▸ The task: Pick out the lines below that include the string "Wheeler".

▸ Records for the exercise:

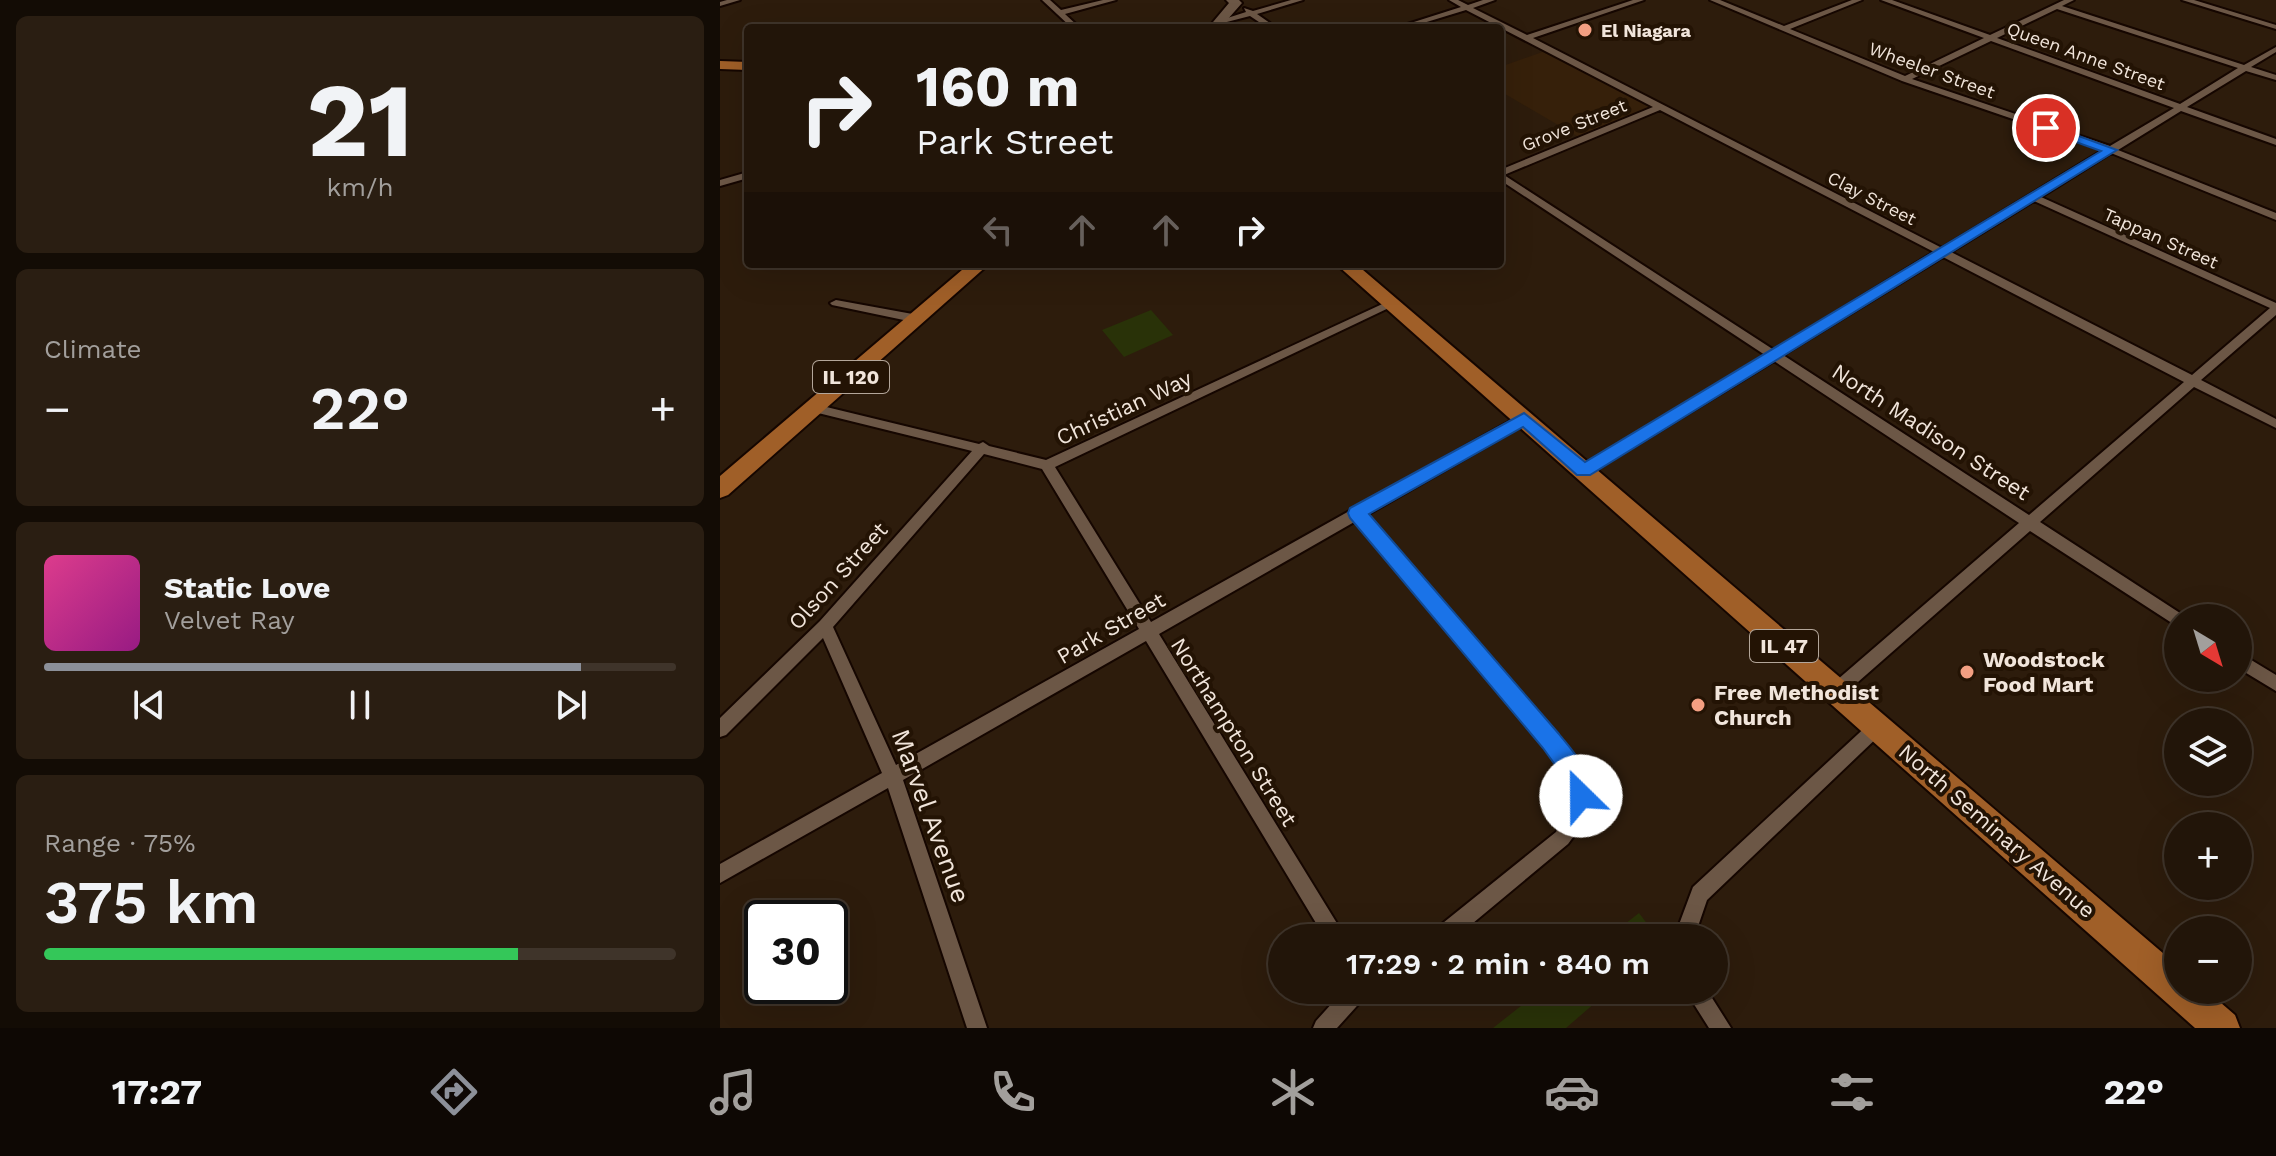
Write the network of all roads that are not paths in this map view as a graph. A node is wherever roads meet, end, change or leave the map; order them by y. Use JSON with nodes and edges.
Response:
{"nodes":[{"id":1,"x":736,"y":0,"type":"edge"},
{"id":2,"x":1046,"y":0,"type":"edge"},
{"id":3,"x":1112,"y":0,"type":"edge"},
{"id":4,"x":1299,"y":0,"type":"edge"},
{"id":5,"x":1453,"y":0,"type":"edge"},
{"id":6,"x":1491,"y":0,"type":"edge"},
{"id":7,"x":1640,"y":0,"type":"edge"},
{"id":8,"x":1714,"y":0,"type":"edge"},
{"id":9,"x":1858,"y":0,"type":"edge"},
{"id":10,"x":1885,"y":0,"type":"edge"},
{"id":11,"x":2070,"y":0,"type":"edge"},
{"id":12,"x":2186,"y":0,"type":"edge"},
{"id":13,"x":1234,"y":2,"type":"edge"},
{"id":14,"x":720,"y":4,"type":"edge"},
{"id":15,"x":1467,"y":7,"type":"junction"},
{"id":16,"x":2057,"y":7,"type":"junction"},
{"id":17,"x":1060,"y":13,"type":"junction"},
{"id":18,"x":1251,"y":13,"type":"junction"},
{"id":19,"x":1072,"y":24,"type":"edge"},
{"id":20,"x":1217,"y":24,"type":"edge"},
{"id":21,"x":1219,"y":24,"type":"edge"},
{"id":22,"x":1267,"y":24,"type":"edge"},
{"id":23,"x":1412,"y":24,"type":"edge"},
{"id":24,"x":1499,"y":24,"type":"edge"},
{"id":25,"x":1504,"y":27,"type":"edge"},
{"id":26,"x":2276,"y":27,"type":"edge"},
{"id":27,"x":1783,"y":29,"type":"junction"},
{"id":28,"x":1525,"y":38,"type":"junction"},
{"id":29,"x":1990,"y":38,"type":"junction"},
{"id":30,"x":2276,"y":49,"type":"edge"},
{"id":31,"x":720,"y":65,"type":"edge"},
{"id":32,"x":744,"y":66,"type":"edge"},
{"id":33,"x":2245,"y":68,"type":"junction"},
{"id":34,"x":2276,"y":78,"type":"edge"},
{"id":35,"x":1905,"y":79,"type":"junction"},
{"id":36,"x":1660,"y":107,"type":"junction"},
{"id":37,"x":2181,"y":107,"type":"junction"},
{"id":38,"x":2276,"y":142,"type":"edge"},
{"id":39,"x":2111,"y":150,"type":"junction"},
{"id":40,"x":1504,"y":172,"type":"edge"},
{"id":41,"x":744,"y":176,"type":"edge"},
{"id":42,"x":1504,"y":177,"type":"edge"},
{"id":43,"x":720,"y":183,"type":"edge"},
{"id":44,"x":2033,"y":197,"type":"junction"},
{"id":45,"x":2276,"y":217,"type":"edge"},
{"id":46,"x":1943,"y":253,"type":"junction"},
{"id":47,"x":975,"y":268,"type":"edge"},
{"id":48,"x":1350,"y":268,"type":"edge"},
{"id":49,"x":836,"y":303,"type":"dead end"},
{"id":50,"x":1391,"y":303,"type":"junction"},
{"id":51,"x":2276,"y":308,"type":"edge"},
{"id":52,"x":918,"y":319,"type":"junction"},
{"id":53,"x":1774,"y":356,"type":"junction"},
{"id":54,"x":2193,"y":381,"type":"junction"},
{"id":55,"x":814,"y":408,"type":"junction"},
{"id":56,"x":1524,"y":419,"type":"junction"},
{"id":57,"x":2276,"y":424,"type":"edge"},
{"id":58,"x":983,"y":447,"type":"junction"},
{"id":59,"x":1047,"y":465,"type":"junction"},
{"id":60,"x":1584,"y":471,"type":"junction"},
{"id":61,"x":720,"y":489,"type":"edge"},
{"id":62,"x":1357,"y":513,"type":"junction"},
{"id":63,"x":2031,"y":523,"type":"junction"},
{"id":64,"x":2164,"y":611,"type":"edge"},
{"id":65,"x":825,"y":626,"type":"junction"},
{"id":66,"x":1147,"y":632,"type":"junction"},
{"id":67,"x":2252,"y":668,"type":"edge"},
{"id":68,"x":2276,"y":684,"type":"edge"},
{"id":69,"x":1836,"y":691,"type":"junction"},
{"id":70,"x":1877,"y":727,"type":"junction"},
{"id":71,"x":720,"y":729,"type":"edge"},
{"id":72,"x":893,"y":777,"type":"junction"},
{"id":73,"x":720,"y":874,"type":"edge"},
{"id":74,"x":1327,"y":924,"type":"edge"},
{"id":75,"x":1457,"y":924,"type":"edge"},
{"id":76,"x":1689,"y":924,"type":"edge"},
{"id":77,"x":2164,"y":978,"type":"edge"},
{"id":78,"x":1345,"y":1004,"type":"edge"},
{"id":79,"x":1705,"y":1004,"type":"edge"},
{"id":80,"x":2194,"y":1004,"type":"edge"},
{"id":81,"x":977,"y":1028,"type":"edge"},
{"id":82,"x":1323,"y":1028,"type":"edge"},
{"id":83,"x":1721,"y":1028,"type":"edge"},
{"id":84,"x":2222,"y":1028,"type":"edge"}],
"edges":[{"from":1,"to":14,"type":"street"},
{"from":2,"to":17,"type":"street"},
{"from":3,"to":17,"type":"street"},
{"from":4,"to":18,"type":"street"},
{"from":5,"to":15,"type":"street","name":"Clay Street"},
{"from":6,"to":15,"type":"street"},
{"from":7,"to":28,"type":"street"},
{"from":8,"to":27,"type":"street","name":"Wheeler Street"},
{"from":9,"to":27,"type":"street"},
{"from":10,"to":29,"type":"street","name":"Queen Anne Street"},
{"from":11,"to":16,"type":"street"},
{"from":12,"to":26,"type":"street"},
{"from":13,"to":18,"type":"street"},
{"from":13,"to":20,"type":"main road"},
{"from":15,"to":23,"type":"street"},
{"from":15,"to":24,"type":"street","name":"Clay Street"},
{"from":16,"to":29,"type":"street"},
{"from":16,"to":33,"type":"street"},
{"from":17,"to":19,"type":"street"},
{"from":18,"to":21,"type":"street"},
{"from":18,"to":22,"type":"street"},
{"from":25,"to":28,"type":"street","name":"Clay Street"},
{"from":27,"to":35,"type":"street","name":"Wheeler Street"},
{"from":28,"to":36,"type":"street","name":"Clay Street"},
{"from":29,"to":35,"type":"street"},
{"from":29,"to":37,"type":"street","name":"Queen Anne Street"},
{"from":30,"to":33,"type":"street"},
{"from":31,"to":32,"type":"main road"},
{"from":33,"to":34,"type":"street"},
{"from":33,"to":37,"type":"street"},
{"from":35,"to":39,"type":"street","name":"Wheeler Street"},
{"from":36,"to":40,"type":"street","name":"Grove Street"},
{"from":36,"to":46,"type":"street","name":"Clay Street"},
{"from":37,"to":38,"type":"street","name":"Queen Anne Street"},
{"from":37,"to":39,"type":"street"},
{"from":39,"to":44,"type":"street"},
{"from":39,"to":45,"type":"street","name":"Wheeler Street"},
{"from":41,"to":43,"type":"street"},
{"from":42,"to":53,"type":"street","name":"North Madison Street"},
{"from":44,"to":46,"type":"street"},
{"from":44,"to":51,"type":"street","name":"Tappan Street"},
{"from":46,"to":53,"type":"street"},
{"from":46,"to":54,"type":"street","name":"Clay Street"},
{"from":47,"to":52,"type":"main road","number":"IL 120"},
{"from":48,"to":50,"type":"main road","name":"North Seminary Avenue","number":"IL 47"},
{"from":49,"to":52,"type":"street"},
{"from":50,"to":56,"type":"main road","name":"North Seminary Avenue","number":"IL 47"},
{"from":50,"to":59,"type":"street","name":"Christian Way"},
{"from":51,"to":54,"type":"street"},
{"from":52,"to":55,"type":"main road","number":"IL 120"},
{"from":53,"to":60,"type":"street"},
{"from":53,"to":63,"type":"street","name":"North Madison Street"},
{"from":54,"to":57,"type":"street","name":"Clay Street"},
{"from":54,"to":63,"type":"street"},
{"from":55,"to":58,"type":"street","name":"Christian Way"},
{"from":55,"to":61,"type":"main road","number":"IL 120"},
{"from":56,"to":60,"type":"main road","name":"North Seminary Avenue","number":"IL 47"},
{"from":56,"to":62,"type":"street","name":"Park Street"},
{"from":58,"to":59,"type":"street","name":"Christian Way"},
{"from":58,"to":65,"type":"street","name":"Olson Street"},
{"from":59,"to":66,"type":"street","name":"Northampton Street"},
{"from":60,"to":69,"type":"main road","name":"North Seminary Avenue","number":"IL 47"},
{"from":62,"to":66,"type":"street","name":"Park Street"},
{"from":62,"to":75,"type":"street"},
{"from":63,"to":64,"type":"street","name":"North Madison Street"},
{"from":63,"to":69,"type":"street"},
{"from":65,"to":71,"type":"street","name":"Olson Street"},
{"from":65,"to":72,"type":"street","name":"Marvel Avenue"},
{"from":66,"to":72,"type":"street","name":"Park Street"},
{"from":66,"to":74,"type":"street","name":"Northampton Street"},
{"from":67,"to":68,"type":"street"},
{"from":69,"to":70,"type":"main road","name":"North Seminary Avenue","number":"IL 47"},
{"from":70,"to":76,"type":"street"},
{"from":70,"to":77,"type":"main road","name":"North Seminary Avenue","number":"IL 47"},
{"from":72,"to":73,"type":"street","name":"Park Street"},
{"from":72,"to":81,"type":"street","name":"Marvel Avenue"},
{"from":78,"to":82,"type":"street"},
{"from":79,"to":83,"type":"street"},
{"from":80,"to":84,"type":"main road","name":"North Seminary Avenue","number":"IL 47"}]}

▸ Solution for this task:
{"from":8,"to":27,"type":"street","name":"Wheeler Street"},
{"from":27,"to":35,"type":"street","name":"Wheeler Street"},
{"from":35,"to":39,"type":"street","name":"Wheeler Street"},
{"from":39,"to":45,"type":"street","name":"Wheeler Street"},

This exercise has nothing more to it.